I'm trying to figure out how to wire up the revere lights for my Caddy as they are the last thing I need in order to pass inspection for the year.
Most of the pieces are there but some are MIA. I outlined the wiring diagram by color:
Green=present and accounted for
Orange=questionable/unknown
Red=missing










Lights are there, grounded, wired to the grey connector under the dash. 7 wires go into the grey connector, 9(?) come out the other side. No visible wires go to the reverse switch and there are no loose ended wires in the engine bay or under the dash. The green/blue wire is plugged into the fusebox but never makes it to the reverse switch either.

The blue/green wire goes in the fuse box but there isn't a second blue/green wire that leaves the fusebox. Other fuses only have one wire though, so maybe it only needs the one?

There are a blue/green wire and a black/grey wire plugged into something else in the engine bay though. So my first attempt at this was taking the blue/green and black/grey wires from the mystery plug and plugging them into the reverse switch following this guide: http://www.brokevw.com/reverseswitch.html, then i took an 18g wire and connected it to the same fuse as my blue/green wire on one end and tapped it into the 12g red/black ignition wire on the other end (essentially the orange section of the diagram).

That did not work out, as when I turned the key all the way to the start position (but did not try to start the vehicle) it would attempt to start the engine even with the clutch not depressed. So I returned things back to normal

Can anybody provide any guidance with this issue?

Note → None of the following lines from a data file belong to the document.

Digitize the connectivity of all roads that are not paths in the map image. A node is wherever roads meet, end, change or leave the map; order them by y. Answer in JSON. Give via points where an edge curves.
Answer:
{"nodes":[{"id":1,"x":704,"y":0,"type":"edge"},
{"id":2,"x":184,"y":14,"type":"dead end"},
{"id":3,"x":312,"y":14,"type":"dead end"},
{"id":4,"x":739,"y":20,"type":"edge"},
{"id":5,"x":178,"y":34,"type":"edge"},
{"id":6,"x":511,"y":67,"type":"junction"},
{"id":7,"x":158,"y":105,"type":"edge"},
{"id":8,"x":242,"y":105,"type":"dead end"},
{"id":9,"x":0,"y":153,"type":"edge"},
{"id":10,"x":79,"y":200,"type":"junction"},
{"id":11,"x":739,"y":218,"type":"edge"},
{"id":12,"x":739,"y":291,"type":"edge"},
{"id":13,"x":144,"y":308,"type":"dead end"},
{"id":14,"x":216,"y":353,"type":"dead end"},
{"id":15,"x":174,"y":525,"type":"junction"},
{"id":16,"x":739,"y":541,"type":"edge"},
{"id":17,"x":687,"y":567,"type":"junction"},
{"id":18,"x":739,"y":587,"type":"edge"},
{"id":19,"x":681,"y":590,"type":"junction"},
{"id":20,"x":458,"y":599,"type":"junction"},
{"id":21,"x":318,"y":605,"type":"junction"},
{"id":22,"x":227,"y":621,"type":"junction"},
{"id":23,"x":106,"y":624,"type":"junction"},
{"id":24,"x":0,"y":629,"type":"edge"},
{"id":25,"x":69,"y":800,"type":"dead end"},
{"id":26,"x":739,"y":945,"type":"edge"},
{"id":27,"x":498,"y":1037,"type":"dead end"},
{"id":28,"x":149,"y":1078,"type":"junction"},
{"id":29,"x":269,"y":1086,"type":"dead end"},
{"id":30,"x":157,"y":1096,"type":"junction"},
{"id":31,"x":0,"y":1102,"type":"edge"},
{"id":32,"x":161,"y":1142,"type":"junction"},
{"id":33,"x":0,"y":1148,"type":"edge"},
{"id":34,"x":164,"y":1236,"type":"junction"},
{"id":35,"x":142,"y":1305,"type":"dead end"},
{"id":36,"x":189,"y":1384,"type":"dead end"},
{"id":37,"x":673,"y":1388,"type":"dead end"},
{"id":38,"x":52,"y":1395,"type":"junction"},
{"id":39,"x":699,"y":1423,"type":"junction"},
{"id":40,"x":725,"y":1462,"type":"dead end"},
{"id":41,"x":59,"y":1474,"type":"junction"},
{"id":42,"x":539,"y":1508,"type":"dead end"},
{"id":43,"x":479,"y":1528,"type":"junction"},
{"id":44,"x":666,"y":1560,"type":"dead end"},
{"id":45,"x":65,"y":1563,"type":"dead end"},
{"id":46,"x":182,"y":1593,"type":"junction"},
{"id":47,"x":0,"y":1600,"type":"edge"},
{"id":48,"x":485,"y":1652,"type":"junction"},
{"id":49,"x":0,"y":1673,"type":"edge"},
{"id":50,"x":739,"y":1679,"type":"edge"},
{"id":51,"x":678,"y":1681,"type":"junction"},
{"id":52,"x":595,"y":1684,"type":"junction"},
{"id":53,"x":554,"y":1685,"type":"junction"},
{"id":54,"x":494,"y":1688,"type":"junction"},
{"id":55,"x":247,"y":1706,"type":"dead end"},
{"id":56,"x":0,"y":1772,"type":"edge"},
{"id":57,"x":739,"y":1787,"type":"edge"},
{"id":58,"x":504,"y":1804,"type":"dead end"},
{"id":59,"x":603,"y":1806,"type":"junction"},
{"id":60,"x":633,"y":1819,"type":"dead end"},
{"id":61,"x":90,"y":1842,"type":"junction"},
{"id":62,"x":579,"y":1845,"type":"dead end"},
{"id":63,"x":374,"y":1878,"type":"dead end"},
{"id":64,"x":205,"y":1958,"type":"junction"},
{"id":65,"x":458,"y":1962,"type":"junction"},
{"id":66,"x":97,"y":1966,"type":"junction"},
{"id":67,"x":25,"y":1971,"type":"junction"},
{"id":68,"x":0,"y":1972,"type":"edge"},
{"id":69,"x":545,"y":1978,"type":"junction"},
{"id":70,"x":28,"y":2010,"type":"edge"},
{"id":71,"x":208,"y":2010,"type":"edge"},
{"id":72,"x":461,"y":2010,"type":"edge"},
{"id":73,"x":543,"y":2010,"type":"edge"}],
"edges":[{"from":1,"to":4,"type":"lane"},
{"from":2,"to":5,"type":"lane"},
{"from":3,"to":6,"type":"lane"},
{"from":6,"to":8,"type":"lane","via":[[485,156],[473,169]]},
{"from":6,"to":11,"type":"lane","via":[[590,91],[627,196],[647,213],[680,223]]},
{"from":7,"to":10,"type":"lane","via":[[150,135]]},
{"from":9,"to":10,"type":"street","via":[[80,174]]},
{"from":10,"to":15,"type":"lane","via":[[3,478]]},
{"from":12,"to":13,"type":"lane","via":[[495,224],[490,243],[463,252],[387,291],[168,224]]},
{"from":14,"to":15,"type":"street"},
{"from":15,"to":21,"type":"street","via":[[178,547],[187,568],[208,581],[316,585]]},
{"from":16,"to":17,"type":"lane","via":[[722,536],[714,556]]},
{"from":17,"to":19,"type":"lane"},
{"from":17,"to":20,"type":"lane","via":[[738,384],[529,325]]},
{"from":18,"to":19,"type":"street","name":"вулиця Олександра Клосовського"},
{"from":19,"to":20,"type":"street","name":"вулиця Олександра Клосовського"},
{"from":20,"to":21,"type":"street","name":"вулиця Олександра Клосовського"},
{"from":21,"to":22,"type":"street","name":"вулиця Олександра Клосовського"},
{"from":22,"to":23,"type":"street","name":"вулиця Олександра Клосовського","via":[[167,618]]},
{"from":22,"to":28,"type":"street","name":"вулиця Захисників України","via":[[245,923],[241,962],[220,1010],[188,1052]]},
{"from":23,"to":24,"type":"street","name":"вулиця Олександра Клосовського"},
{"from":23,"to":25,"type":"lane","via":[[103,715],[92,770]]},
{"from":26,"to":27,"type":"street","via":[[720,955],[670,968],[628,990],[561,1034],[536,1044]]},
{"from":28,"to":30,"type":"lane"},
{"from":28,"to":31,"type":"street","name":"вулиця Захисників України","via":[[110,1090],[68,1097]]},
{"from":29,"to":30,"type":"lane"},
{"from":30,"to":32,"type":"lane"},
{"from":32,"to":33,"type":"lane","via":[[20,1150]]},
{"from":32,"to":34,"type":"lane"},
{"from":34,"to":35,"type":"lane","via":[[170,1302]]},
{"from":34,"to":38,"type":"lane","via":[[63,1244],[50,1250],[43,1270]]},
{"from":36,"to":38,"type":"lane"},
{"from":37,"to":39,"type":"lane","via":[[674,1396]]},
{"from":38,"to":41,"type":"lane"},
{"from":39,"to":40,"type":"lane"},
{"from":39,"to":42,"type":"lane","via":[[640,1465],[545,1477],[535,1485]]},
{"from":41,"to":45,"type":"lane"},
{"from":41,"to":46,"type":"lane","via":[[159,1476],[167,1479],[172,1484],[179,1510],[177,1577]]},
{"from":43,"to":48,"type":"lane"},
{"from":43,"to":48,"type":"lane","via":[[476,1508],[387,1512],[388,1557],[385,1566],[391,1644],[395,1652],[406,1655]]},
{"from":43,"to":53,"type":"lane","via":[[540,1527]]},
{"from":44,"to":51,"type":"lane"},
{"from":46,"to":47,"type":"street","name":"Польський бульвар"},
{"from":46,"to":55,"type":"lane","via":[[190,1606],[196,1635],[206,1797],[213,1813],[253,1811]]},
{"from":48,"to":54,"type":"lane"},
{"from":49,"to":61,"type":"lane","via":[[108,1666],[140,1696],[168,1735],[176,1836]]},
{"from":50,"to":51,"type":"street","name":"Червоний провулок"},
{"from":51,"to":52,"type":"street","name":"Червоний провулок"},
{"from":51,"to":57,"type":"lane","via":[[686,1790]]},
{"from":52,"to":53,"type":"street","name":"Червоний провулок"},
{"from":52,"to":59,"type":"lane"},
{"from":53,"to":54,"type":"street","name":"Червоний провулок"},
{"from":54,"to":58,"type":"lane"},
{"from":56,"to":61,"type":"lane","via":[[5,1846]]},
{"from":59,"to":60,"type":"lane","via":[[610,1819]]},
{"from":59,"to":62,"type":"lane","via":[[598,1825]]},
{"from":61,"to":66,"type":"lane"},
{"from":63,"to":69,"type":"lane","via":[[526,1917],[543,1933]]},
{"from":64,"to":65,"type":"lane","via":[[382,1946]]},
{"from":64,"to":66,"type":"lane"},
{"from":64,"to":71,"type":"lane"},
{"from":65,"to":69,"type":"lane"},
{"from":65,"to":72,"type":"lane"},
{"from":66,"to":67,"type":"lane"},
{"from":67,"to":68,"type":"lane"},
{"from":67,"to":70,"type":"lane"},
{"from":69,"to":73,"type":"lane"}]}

I am unsure of whether or not I need 2 wires at the fuse and also how the 18g wire connects to terminal 15 and the 12g wire for the ignition switch


----------



## dennisgli (May 17, 2003)

Cowboy Curtis said:


> No visible wires go to the reverse switch


tl. So run a wire from the fuse to the switch. Run another wire from the switch to the wire going to the lights at the back of the car.


----------



## Cowboy Curtis (Jul 21, 2013)

dennisgli said:


> tl. So run a wire from the fuse to the switch. Run another wire from the switch to the wire going to the lights at the back of the car.


This is pretty stupid but I never actually tried the lights with the correctly colored wires (that run to the mystery sensor) plugged into the reverse switch. I only tried it when I tapped the fuse into the ignition wire.
That sounds like the most basic and reasonable place to start from


----------